— ASSIGNMENT —
Output every entry exactly as given.
Segment Start: RECORDS SHOWN
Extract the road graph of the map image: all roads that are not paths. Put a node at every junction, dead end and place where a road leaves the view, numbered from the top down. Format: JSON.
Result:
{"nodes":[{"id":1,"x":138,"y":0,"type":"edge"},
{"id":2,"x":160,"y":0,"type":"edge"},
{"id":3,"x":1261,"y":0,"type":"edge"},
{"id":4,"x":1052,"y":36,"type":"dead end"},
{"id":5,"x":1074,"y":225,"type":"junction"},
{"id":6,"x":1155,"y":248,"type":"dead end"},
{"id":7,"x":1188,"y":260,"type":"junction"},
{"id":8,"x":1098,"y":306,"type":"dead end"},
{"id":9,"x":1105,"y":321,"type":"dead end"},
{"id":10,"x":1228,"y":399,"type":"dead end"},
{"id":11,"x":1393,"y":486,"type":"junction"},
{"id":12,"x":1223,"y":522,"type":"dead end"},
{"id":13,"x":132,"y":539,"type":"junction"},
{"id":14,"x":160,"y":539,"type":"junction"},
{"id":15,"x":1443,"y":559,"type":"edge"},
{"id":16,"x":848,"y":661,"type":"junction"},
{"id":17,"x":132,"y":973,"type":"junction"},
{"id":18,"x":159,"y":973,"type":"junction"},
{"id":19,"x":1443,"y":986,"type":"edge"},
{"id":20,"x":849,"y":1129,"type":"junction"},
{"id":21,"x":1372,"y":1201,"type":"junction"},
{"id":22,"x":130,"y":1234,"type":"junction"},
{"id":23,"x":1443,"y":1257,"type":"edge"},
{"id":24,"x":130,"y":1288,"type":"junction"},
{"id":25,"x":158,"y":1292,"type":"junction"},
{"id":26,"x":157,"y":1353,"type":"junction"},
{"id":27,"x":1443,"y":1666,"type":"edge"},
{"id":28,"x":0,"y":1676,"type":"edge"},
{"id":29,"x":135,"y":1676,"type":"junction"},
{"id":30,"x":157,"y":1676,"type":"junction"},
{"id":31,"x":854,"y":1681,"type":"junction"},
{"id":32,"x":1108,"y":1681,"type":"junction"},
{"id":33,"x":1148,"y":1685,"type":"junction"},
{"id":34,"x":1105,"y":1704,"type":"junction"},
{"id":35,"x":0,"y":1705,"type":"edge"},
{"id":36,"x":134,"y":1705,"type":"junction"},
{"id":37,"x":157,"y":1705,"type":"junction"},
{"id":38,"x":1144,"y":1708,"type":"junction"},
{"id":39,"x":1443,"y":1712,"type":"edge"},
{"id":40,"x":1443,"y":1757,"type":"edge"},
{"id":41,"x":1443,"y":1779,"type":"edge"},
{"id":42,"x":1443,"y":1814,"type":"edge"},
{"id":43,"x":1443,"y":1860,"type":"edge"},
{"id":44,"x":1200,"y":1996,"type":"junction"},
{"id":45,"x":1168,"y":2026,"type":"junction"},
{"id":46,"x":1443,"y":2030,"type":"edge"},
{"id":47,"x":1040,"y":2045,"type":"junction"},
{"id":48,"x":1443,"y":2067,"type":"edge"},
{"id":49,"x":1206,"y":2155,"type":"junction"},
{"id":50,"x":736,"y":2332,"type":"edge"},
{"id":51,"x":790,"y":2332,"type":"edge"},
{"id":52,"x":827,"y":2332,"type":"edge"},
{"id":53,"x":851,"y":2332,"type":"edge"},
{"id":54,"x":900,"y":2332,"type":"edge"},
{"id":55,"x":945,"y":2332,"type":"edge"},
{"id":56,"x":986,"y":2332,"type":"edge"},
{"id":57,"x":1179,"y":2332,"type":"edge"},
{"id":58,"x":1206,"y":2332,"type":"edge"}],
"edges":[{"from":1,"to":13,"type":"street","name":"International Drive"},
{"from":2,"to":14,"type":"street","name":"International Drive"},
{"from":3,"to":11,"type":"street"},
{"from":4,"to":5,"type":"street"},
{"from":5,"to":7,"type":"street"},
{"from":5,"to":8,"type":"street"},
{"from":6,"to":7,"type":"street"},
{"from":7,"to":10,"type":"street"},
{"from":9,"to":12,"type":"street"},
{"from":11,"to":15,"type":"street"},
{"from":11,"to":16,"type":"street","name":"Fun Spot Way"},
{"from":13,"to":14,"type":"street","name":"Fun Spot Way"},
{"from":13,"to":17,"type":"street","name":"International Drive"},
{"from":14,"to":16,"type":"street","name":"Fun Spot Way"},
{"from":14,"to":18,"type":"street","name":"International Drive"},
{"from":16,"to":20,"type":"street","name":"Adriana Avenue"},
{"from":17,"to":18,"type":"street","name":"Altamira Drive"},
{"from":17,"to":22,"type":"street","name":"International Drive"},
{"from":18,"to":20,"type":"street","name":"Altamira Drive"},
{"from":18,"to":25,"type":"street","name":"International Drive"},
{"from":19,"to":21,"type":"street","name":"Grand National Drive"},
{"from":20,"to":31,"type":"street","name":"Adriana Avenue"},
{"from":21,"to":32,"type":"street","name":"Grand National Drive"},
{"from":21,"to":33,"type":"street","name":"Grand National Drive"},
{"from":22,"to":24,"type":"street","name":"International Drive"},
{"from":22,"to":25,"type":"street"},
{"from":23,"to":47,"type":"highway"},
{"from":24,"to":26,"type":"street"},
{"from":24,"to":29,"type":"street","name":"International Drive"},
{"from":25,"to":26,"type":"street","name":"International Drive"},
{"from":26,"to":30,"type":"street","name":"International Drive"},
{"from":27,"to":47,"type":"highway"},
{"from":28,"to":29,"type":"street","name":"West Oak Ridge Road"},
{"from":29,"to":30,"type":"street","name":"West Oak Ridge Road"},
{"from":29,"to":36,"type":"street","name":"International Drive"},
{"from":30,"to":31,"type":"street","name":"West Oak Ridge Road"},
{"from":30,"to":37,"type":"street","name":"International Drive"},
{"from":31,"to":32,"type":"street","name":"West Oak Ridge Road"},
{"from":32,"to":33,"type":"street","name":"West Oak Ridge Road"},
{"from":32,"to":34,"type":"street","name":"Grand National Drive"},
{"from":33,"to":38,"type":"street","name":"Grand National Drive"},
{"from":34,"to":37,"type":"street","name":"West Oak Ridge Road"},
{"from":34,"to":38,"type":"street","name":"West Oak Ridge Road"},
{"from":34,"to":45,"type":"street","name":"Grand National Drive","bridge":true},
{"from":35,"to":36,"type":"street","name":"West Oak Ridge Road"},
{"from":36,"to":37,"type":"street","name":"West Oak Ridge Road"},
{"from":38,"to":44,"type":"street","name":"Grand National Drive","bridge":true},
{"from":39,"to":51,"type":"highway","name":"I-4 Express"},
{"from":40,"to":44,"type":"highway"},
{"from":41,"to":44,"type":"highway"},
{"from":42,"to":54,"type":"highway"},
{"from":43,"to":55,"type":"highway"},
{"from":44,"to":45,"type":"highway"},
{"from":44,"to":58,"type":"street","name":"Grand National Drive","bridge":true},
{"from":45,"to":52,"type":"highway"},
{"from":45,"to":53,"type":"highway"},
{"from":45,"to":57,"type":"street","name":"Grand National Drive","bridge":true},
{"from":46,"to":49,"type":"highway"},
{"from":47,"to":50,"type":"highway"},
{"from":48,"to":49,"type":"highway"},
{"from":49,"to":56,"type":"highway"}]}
Segment End: RECORDS SHOWN
— EXPECTED ANSWER —
Extract the road graph of the map image: all roads that are not paths. Put a node at every junction, dead end and place where a road leaves the view, numbered from the top down. Format: JSON.
Result:
{"nodes":[{"id":1,"x":138,"y":0,"type":"edge"},
{"id":2,"x":160,"y":0,"type":"edge"},
{"id":3,"x":1261,"y":0,"type":"edge"},
{"id":4,"x":1052,"y":36,"type":"dead end"},
{"id":5,"x":1074,"y":225,"type":"junction"},
{"id":6,"x":1155,"y":248,"type":"dead end"},
{"id":7,"x":1188,"y":260,"type":"junction"},
{"id":8,"x":1098,"y":306,"type":"dead end"},
{"id":9,"x":1105,"y":321,"type":"dead end"},
{"id":10,"x":1228,"y":399,"type":"dead end"},
{"id":11,"x":1393,"y":486,"type":"junction"},
{"id":12,"x":1223,"y":522,"type":"dead end"},
{"id":13,"x":132,"y":539,"type":"junction"},
{"id":14,"x":160,"y":539,"type":"junction"},
{"id":15,"x":1443,"y":559,"type":"edge"},
{"id":16,"x":848,"y":661,"type":"junction"},
{"id":17,"x":132,"y":973,"type":"junction"},
{"id":18,"x":159,"y":973,"type":"junction"},
{"id":19,"x":1443,"y":986,"type":"edge"},
{"id":20,"x":849,"y":1129,"type":"junction"},
{"id":21,"x":1372,"y":1201,"type":"junction"},
{"id":22,"x":130,"y":1234,"type":"junction"},
{"id":23,"x":1443,"y":1257,"type":"edge"},
{"id":24,"x":130,"y":1288,"type":"junction"},
{"id":25,"x":158,"y":1292,"type":"junction"},
{"id":26,"x":157,"y":1353,"type":"junction"},
{"id":27,"x":1443,"y":1666,"type":"edge"},
{"id":28,"x":0,"y":1676,"type":"edge"},
{"id":29,"x":135,"y":1676,"type":"junction"},
{"id":30,"x":157,"y":1676,"type":"junction"},
{"id":31,"x":854,"y":1681,"type":"junction"},
{"id":32,"x":1108,"y":1681,"type":"junction"},
{"id":33,"x":1148,"y":1685,"type":"junction"},
{"id":34,"x":1105,"y":1704,"type":"junction"},
{"id":35,"x":0,"y":1705,"type":"edge"},
{"id":36,"x":134,"y":1705,"type":"junction"},
{"id":37,"x":157,"y":1705,"type":"junction"},
{"id":38,"x":1144,"y":1708,"type":"junction"},
{"id":39,"x":1443,"y":1712,"type":"edge"},
{"id":40,"x":1443,"y":1757,"type":"edge"},
{"id":41,"x":1443,"y":1779,"type":"edge"},
{"id":42,"x":1443,"y":1814,"type":"edge"},
{"id":43,"x":1443,"y":1860,"type":"edge"},
{"id":44,"x":1200,"y":1996,"type":"junction"},
{"id":45,"x":1168,"y":2026,"type":"junction"},
{"id":46,"x":1443,"y":2030,"type":"edge"},
{"id":47,"x":1040,"y":2045,"type":"junction"},
{"id":48,"x":1443,"y":2067,"type":"edge"},
{"id":49,"x":1206,"y":2155,"type":"junction"},
{"id":50,"x":736,"y":2332,"type":"edge"},
{"id":51,"x":790,"y":2332,"type":"edge"},
{"id":52,"x":827,"y":2332,"type":"edge"},
{"id":53,"x":851,"y":2332,"type":"edge"},
{"id":54,"x":900,"y":2332,"type":"edge"},
{"id":55,"x":945,"y":2332,"type":"edge"},
{"id":56,"x":986,"y":2332,"type":"edge"},
{"id":57,"x":1179,"y":2332,"type":"edge"},
{"id":58,"x":1206,"y":2332,"type":"edge"}],
"edges":[{"from":1,"to":13,"type":"street","name":"International Drive"},
{"from":2,"to":14,"type":"street","name":"International Drive"},
{"from":3,"to":11,"type":"street"},
{"from":4,"to":5,"type":"street"},
{"from":5,"to":7,"type":"street"},
{"from":5,"to":8,"type":"street"},
{"from":6,"to":7,"type":"street"},
{"from":7,"to":10,"type":"street"},
{"from":9,"to":12,"type":"street"},
{"from":11,"to":15,"type":"street"},
{"from":11,"to":16,"type":"street","name":"Fun Spot Way"},
{"from":13,"to":14,"type":"street","name":"Fun Spot Way"},
{"from":13,"to":17,"type":"street","name":"International Drive"},
{"from":14,"to":16,"type":"street","name":"Fun Spot Way"},
{"from":14,"to":18,"type":"street","name":"International Drive"},
{"from":16,"to":20,"type":"street","name":"Adriana Avenue"},
{"from":17,"to":18,"type":"street","name":"Altamira Drive"},
{"from":17,"to":22,"type":"street","name":"International Drive"},
{"from":18,"to":20,"type":"street","name":"Altamira Drive"},
{"from":18,"to":25,"type":"street","name":"International Drive"},
{"from":19,"to":21,"type":"street","name":"Grand National Drive"},
{"from":20,"to":31,"type":"street","name":"Adriana Avenue"},
{"from":21,"to":32,"type":"street","name":"Grand National Drive"},
{"from":21,"to":33,"type":"street","name":"Grand National Drive"},
{"from":22,"to":24,"type":"street","name":"International Drive"},
{"from":22,"to":25,"type":"street"},
{"from":23,"to":47,"type":"highway"},
{"from":24,"to":26,"type":"street"},
{"from":24,"to":29,"type":"street","name":"International Drive"},
{"from":25,"to":26,"type":"street","name":"International Drive"},
{"from":26,"to":30,"type":"street","name":"International Drive"},
{"from":27,"to":47,"type":"highway"},
{"from":28,"to":29,"type":"street","name":"West Oak Ridge Road"},
{"from":29,"to":30,"type":"street","name":"West Oak Ridge Road"},
{"from":29,"to":36,"type":"street","name":"International Drive"},
{"from":30,"to":31,"type":"street","name":"West Oak Ridge Road"},
{"from":30,"to":37,"type":"street","name":"International Drive"},
{"from":31,"to":32,"type":"street","name":"West Oak Ridge Road"},
{"from":32,"to":33,"type":"street","name":"West Oak Ridge Road"},
{"from":32,"to":34,"type":"street","name":"Grand National Drive"},
{"from":33,"to":38,"type":"street","name":"Grand National Drive"},
{"from":34,"to":37,"type":"street","name":"West Oak Ridge Road"},
{"from":34,"to":38,"type":"street","name":"West Oak Ridge Road"},
{"from":34,"to":45,"type":"street","name":"Grand National Drive","bridge":true},
{"from":35,"to":36,"type":"street","name":"West Oak Ridge Road"},
{"from":36,"to":37,"type":"street","name":"West Oak Ridge Road"},
{"from":38,"to":44,"type":"street","name":"Grand National Drive","bridge":true},
{"from":39,"to":51,"type":"highway","name":"I-4 Express"},
{"from":40,"to":44,"type":"highway"},
{"from":41,"to":44,"type":"highway"},
{"from":42,"to":54,"type":"highway"},
{"from":43,"to":55,"type":"highway"},
{"from":44,"to":45,"type":"highway"},
{"from":44,"to":58,"type":"street","name":"Grand National Drive","bridge":true},
{"from":45,"to":52,"type":"highway"},
{"from":45,"to":53,"type":"highway"},
{"from":45,"to":57,"type":"street","name":"Grand National Drive","bridge":true},
{"from":46,"to":49,"type":"highway"},
{"from":47,"to":50,"type":"highway"},
{"from":48,"to":49,"type":"highway"},
{"from":49,"to":56,"type":"highway"}]}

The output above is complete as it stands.